• **EXERCISE INPUT**:
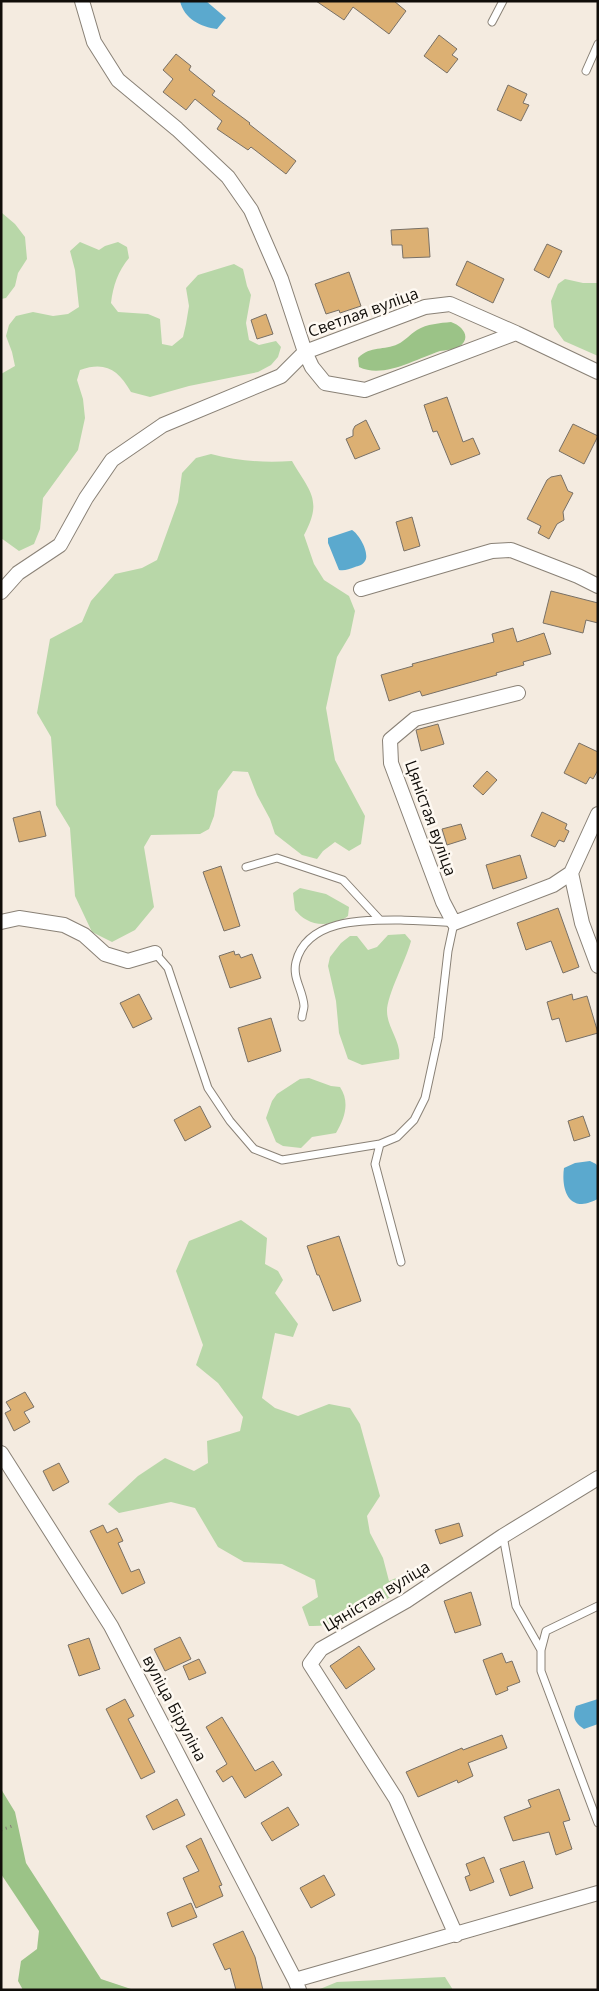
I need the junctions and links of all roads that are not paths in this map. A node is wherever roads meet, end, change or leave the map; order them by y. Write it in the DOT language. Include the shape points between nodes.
graph roads {
  1 [pos="82,1"];
  2 [pos="503,1"];
  3 [pos="492,22"];
  4 [pos="598,44"];
  5 [pos="586,71"];
  6 [pos="516,333"];
  7 [pos="305,352"];
  8 [pos="598,372"];
  9 [pos="598,586"];
  10 [pos="361,589"];
  11 [pos="1,592"];
  12 [pos="518,693"];
  13 [pos="598,814"];
  14 [pos="246,867"];
  15 [pos="571,873"];
  16 [pos="380,920"];
  17 [pos="1,922"];
  18 [pos="454,923"];
  19 [pos="155,954"];
  20 [pos="598,966"];
  21 [pos="302,1017"];
  22 [pos="380,1144"];
  23 [pos="401,1262"];
  24 [pos="1,1453"];
  25 [pos="598,1478"];
  26 [pos="503,1536"];
  27 [pos="598,1606"];
  28 [pos="540,1650"];
  29 [pos="598,1823"];
  30 [pos="598,1893"];
  31 [pos="456,1935"];
  32 [pos="297,1985"];
  1 -- 7 [label="street" via="94,42 118,80 177,128 228,177 251,210 281,279"];
  2 -- 3 [label="lane"];
  4 -- 5 [label="lane"];
  6 -- 7 [label="street, Светлая вуліца" via="450,304 425,307"];
  6 -- 7 [label="street" via="365,390 325,383"];
  6 -- 8 [label="street, Светлая вуліца"];
  7 -- 11 [label="street" via="281,376 163,425 112,460 60,545 18,573"];
  9 -- 10 [label="street" via="511,550 492,551"];
  12 -- 18 [label="street, Цяністая вуліца" via="415,720 390,740 391,763 443,902"];
  13 -- 15 [label="street"];
  14 -- 16 [label="lane" via="277,858 343,880"];
  15 -- 18 [label="street" via="553,885"];
  15 -- 20 [label="street" via="582,923"];
  16 -- 18 [label="lane"];
  16 -- 21 [label="lane" via="355,920 337,925 319,932 305,944 294,970 304,1006"];
  17 -- 19 [label="street" via="19,918 64,925 84,935 105,954 128,960"];
  18 -- 22 [label="lane" via="438,1038 425,1098 414,1120 397,1137"];
  19 -- 22 [label="lane" via="168,968 208,1088 230,1122 254,1149 282,1160"];
  22 -- 23 [label="lane" via="375,1164"];
  24 -- 32 [label="street, вуліца Біруліна" via="112,1626"];
  25 -- 26 [label="street, Цяністая вуліца"];
  26 -- 28 [label="lane" via="516,1606"];
  26 -- 31 [label="street, Цяністая вуліца" via="406,1601 321,1649 310,1664 396,1799"];
  27 -- 28 [label="lane" via="546,1631"];
  28 -- 29 [label="lane" via="541,1671"];
  30 -- 31 [label="street"];
  31 -- 32 [label="street"];
}
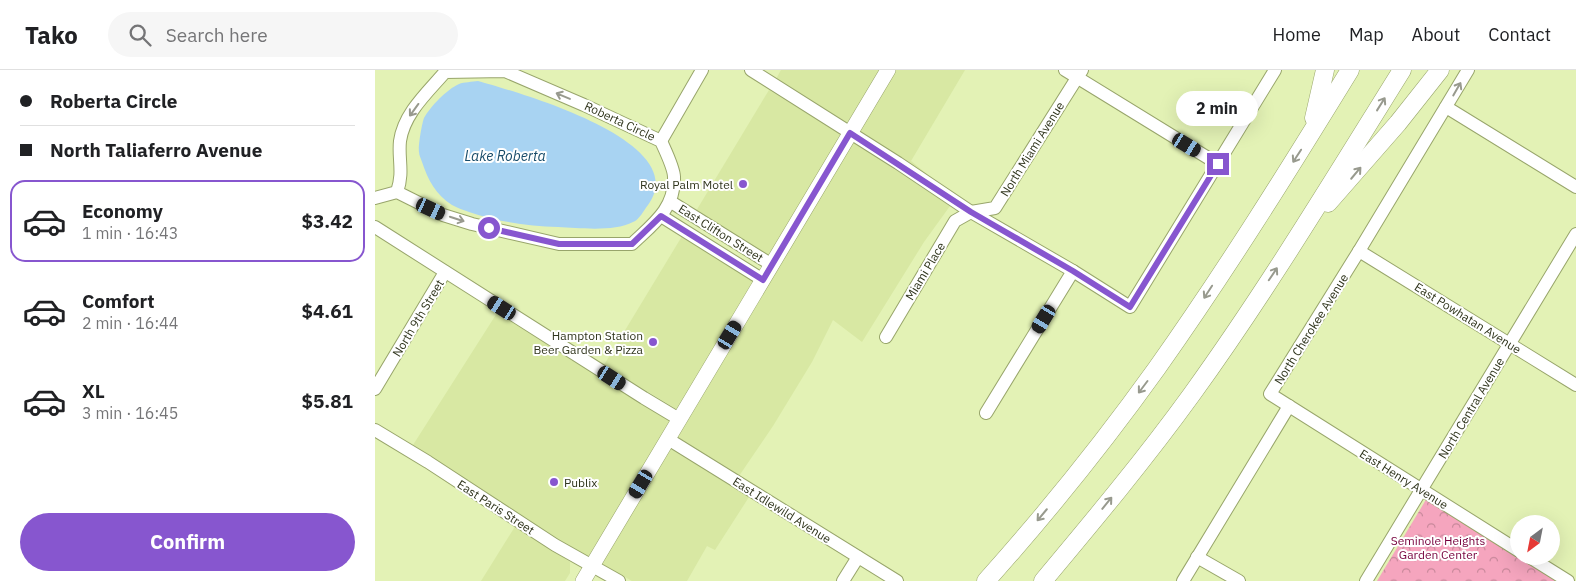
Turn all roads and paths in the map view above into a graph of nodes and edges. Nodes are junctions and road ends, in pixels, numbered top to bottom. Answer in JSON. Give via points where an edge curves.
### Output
{"nodes":[{"id":1,"x":702,"y":70,"type":"edge"},
{"id":2,"x":751,"y":70,"type":"edge"},
{"id":3,"x":888,"y":70,"type":"edge"},
{"id":4,"x":1065,"y":70,"type":"edge"},
{"id":5,"x":1275,"y":70,"type":"edge"},
{"id":6,"x":1325,"y":70,"type":"edge"},
{"id":7,"x":1350,"y":70,"type":"edge"},
{"id":8,"x":1402,"y":70,"type":"edge"},
{"id":9,"x":1440,"y":70,"type":"edge"},
{"id":10,"x":1468,"y":70,"type":"edge"},
{"id":11,"x":443,"y":71,"type":"edge"},
{"id":12,"x":1079,"y":74,"type":"edge"},
{"id":13,"x":1446,"y":108,"type":"junction"},
{"id":14,"x":850,"y":133,"type":"junction"},
{"id":15,"x":1308,"y":138,"type":"junction"},
{"id":16,"x":661,"y":140,"type":"junction"},
{"id":17,"x":1218,"y":164,"type":"junction"},
{"id":18,"x":1576,"y":188,"type":"edge"},
{"id":19,"x":397,"y":192,"type":"junction"},
{"id":20,"x":375,"y":198,"type":"edge"},
{"id":21,"x":671,"y":202,"type":"junction"},
{"id":22,"x":971,"y":212,"type":"junction"},
{"id":23,"x":661,"y":216,"type":"junction"},
{"id":24,"x":375,"y":227,"type":"edge"},
{"id":25,"x":1576,"y":234,"type":"edge"},
{"id":26,"x":1299,"y":235,"type":"junction"},
{"id":27,"x":1359,"y":251,"type":"junction"},
{"id":28,"x":772,"y":264,"type":"junction"},
{"id":29,"x":1073,"y":271,"type":"junction"},
{"id":30,"x":445,"y":272,"type":"junction"},
{"id":31,"x":763,"y":280,"type":"junction"},
{"id":32,"x":886,"y":337,"type":"dead end"},
{"id":33,"x":1510,"y":344,"type":"junction"},
{"id":34,"x":1576,"y":385,"type":"edge"},
{"id":35,"x":375,"y":389,"type":"edge"},
{"id":36,"x":1289,"y":406,"type":"junction"},
{"id":37,"x":986,"y":413,"type":"dead end"},
{"id":38,"x":679,"y":419,"type":"junction"},
{"id":39,"x":375,"y":430,"type":"edge"},
{"id":40,"x":668,"y":439,"type":"junction"},
{"id":41,"x":1421,"y":490,"type":"junction"},
{"id":42,"x":1510,"y":544,"type":"edge"},
{"id":43,"x":858,"y":557,"type":"junction"},
{"id":44,"x":1197,"y":558,"type":"junction"},
{"id":45,"x":1542,"y":565,"type":"edge"},
{"id":46,"x":591,"y":567,"type":"junction"},
{"id":47,"x":583,"y":581,"type":"edge"},
{"id":48,"x":619,"y":581,"type":"edge"},
{"id":49,"x":843,"y":581,"type":"edge"},
{"id":50,"x":897,"y":581,"type":"edge"},
{"id":51,"x":986,"y":581,"type":"edge"},
{"id":52,"x":1043,"y":581,"type":"edge"},
{"id":53,"x":1183,"y":581,"type":"edge"},
{"id":54,"x":1239,"y":581,"type":"edge"},
{"id":55,"x":1366,"y":581,"type":"edge"},
{"id":56,"x":1568,"y":581,"type":"edge"}],
"edges":[{"from":1,"to":16,"type":"street"},
{"from":2,"to":14,"type":"street"},
{"from":3,"to":14,"type":"main road"},
{"from":4,"to":12,"type":"street"},
{"from":5,"to":17,"type":"street"},
{"from":6,"to":15,"type":"highway"},
{"from":7,"to":15,"type":"highway"},
{"from":26,"to":8,"type":"highway","one_way":true},
{"from":26,"to":9,"type":"highway","one_way":true,"via":[[1350,180]]},
{"from":13,"to":10,"type":"street","name":"North Cherokee Avenue","one_way":true},
{"from":16,"to":11,"type":"street","name":"Roberta Circle","one_way":true,"via":[[505,71]]},
{"from":11,"to":19,"type":"street","name":"Roberta Circle","one_way":true,"via":[[410,114],[401,141],[401,181]]},
{"from":12,"to":17,"type":"street"},
{"from":12,"to":22,"type":"street","name":"North Miami Avenue","via":[[995,208]]},
{"from":13,"to":18,"type":"street"},
{"from":13,"to":27,"type":"street","name":"North Cherokee Avenue"},
{"from":14,"to":22,"type":"street"},
{"from":14,"to":28,"type":"main road"},
{"from":15,"to":51,"type":"highway","one_way":true,"via":[[1156,370],[1082,466]]},
{"from":16,"to":21,"type":"street","name":"Roberta Circle","via":[[674,176]]},
{"from":17,"to":29,"type":"street","via":[[1130,307]]},
{"from":19,"to":20,"type":"street"},
{"from":19,"to":23,"type":"street","name":"Roberta Circle","one_way":true,"via":[[450,217],[559,244],[632,244]]},
{"from":21,"to":23,"type":"street","name":"Roberta Circle"},
{"from":21,"to":28,"type":"street","name":"East Clifton Street"},
{"from":22,"to":29,"type":"street"},
{"from":22,"to":32,"type":"street","name":"Miami Place","via":[[955,221]]},
{"from":23,"to":31,"type":"street","name":"East Clifton Street"},
{"from":24,"to":30,"type":"street"},
{"from":25,"to":33,"type":"street","name":"North Central Avenue"},
{"from":52,"to":26,"type":"highway","one_way":true,"via":[[1192,394]]},
{"from":27,"to":33,"type":"street","name":"East Powhatan Avenue"},
{"from":27,"to":36,"type":"street","name":"North Cherokee Avenue","via":[[1270,394]]},
{"from":28,"to":31,"type":"main road"},
{"from":29,"to":37,"type":"street"},
{"from":30,"to":35,"type":"street","name":"North 9th Street"},
{"from":30,"to":38,"type":"street"},
{"from":31,"to":38,"type":"main road"},
{"from":33,"to":34,"type":"street","name":"East Powhatan Avenue"},
{"from":33,"to":41,"type":"street","name":"North Central Avenue"},
{"from":36,"to":41,"type":"street","name":"East Henry Avenue"},
{"from":36,"to":44,"type":"street"},
{"from":38,"to":40,"type":"main road"},
{"from":39,"to":46,"type":"street","name":"East Paris Street"},
{"from":40,"to":43,"type":"street","name":"East Idlewild Avenue"},
{"from":40,"to":46,"type":"main road"},
{"from":41,"to":42,"type":"street","name":"East Henry Avenue"},
{"from":41,"to":55,"type":"street","name":"North Central Avenue"},
{"from":43,"to":49,"type":"street"},
{"from":43,"to":50,"type":"street","name":"East Idlewild Avenue"},
{"from":44,"to":53,"type":"street"},
{"from":44,"to":54,"type":"street"},
{"from":45,"to":56,"type":"street"},
{"from":46,"to":47,"type":"main road"},
{"from":46,"to":48,"type":"street","name":"East Paris Street"}]}
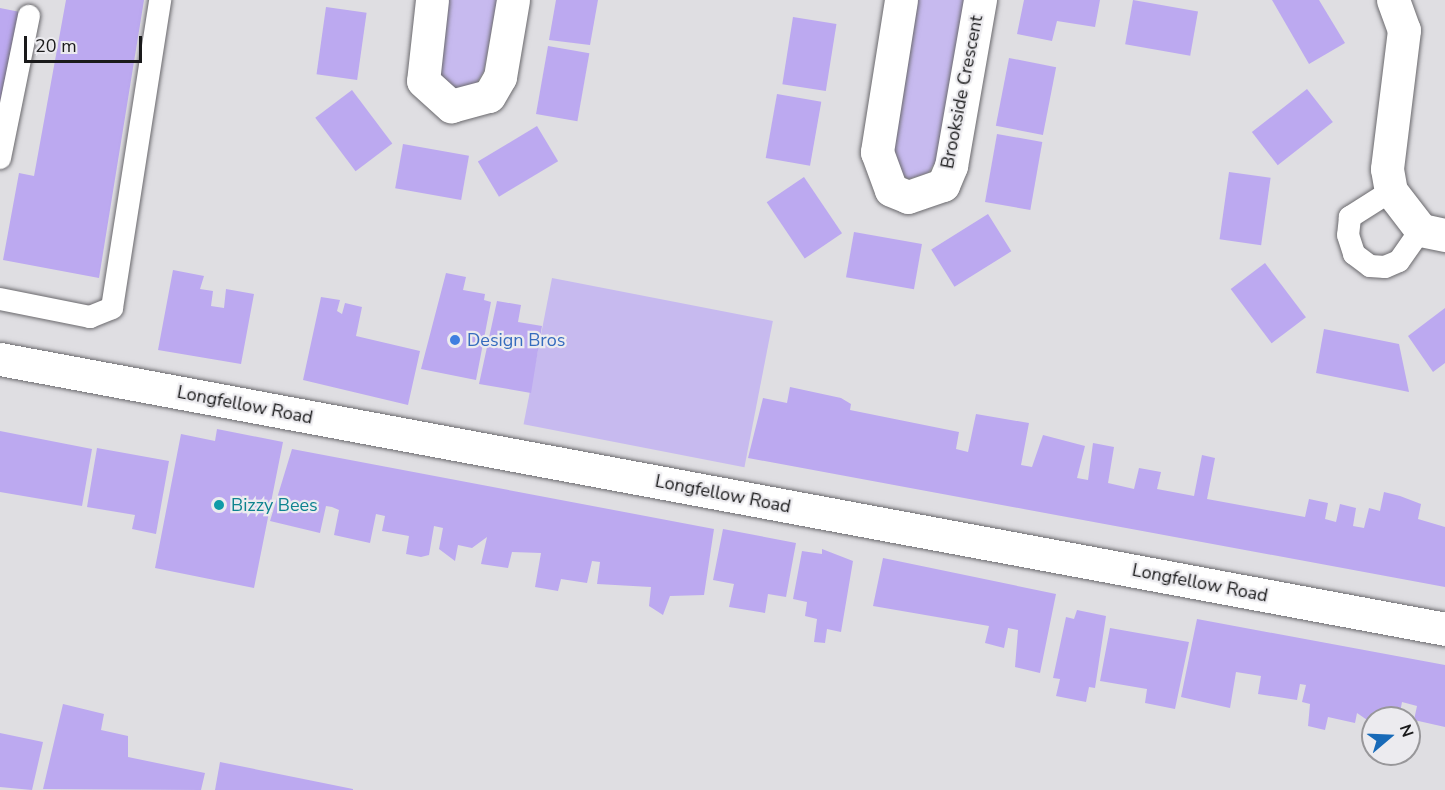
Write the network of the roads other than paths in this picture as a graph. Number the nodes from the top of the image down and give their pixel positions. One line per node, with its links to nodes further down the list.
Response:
1 (160, 0): 11 (lane)
2 (432, 0): 3 (street)
3 (513, 0)
4 (901, 0): 5 (street, Brookside Crescent)
5 (980, 0)
6 (1393, 0): 9 (street)
7 (29, 16): 8 (lane)
8 (0, 158)
9 (1391, 191): 10 (street); 10 (lane)
10 (1433, 232)
11 (0, 299)
12 (0, 359): 13 (street, Longfellow Road)
13 (1445, 629)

• **EXERCISE OBJECTIVE**:
Check each line of the records above for the word "Central" and report how many lines have it, as a number only.

• **EXERCISE ANSWER**:
3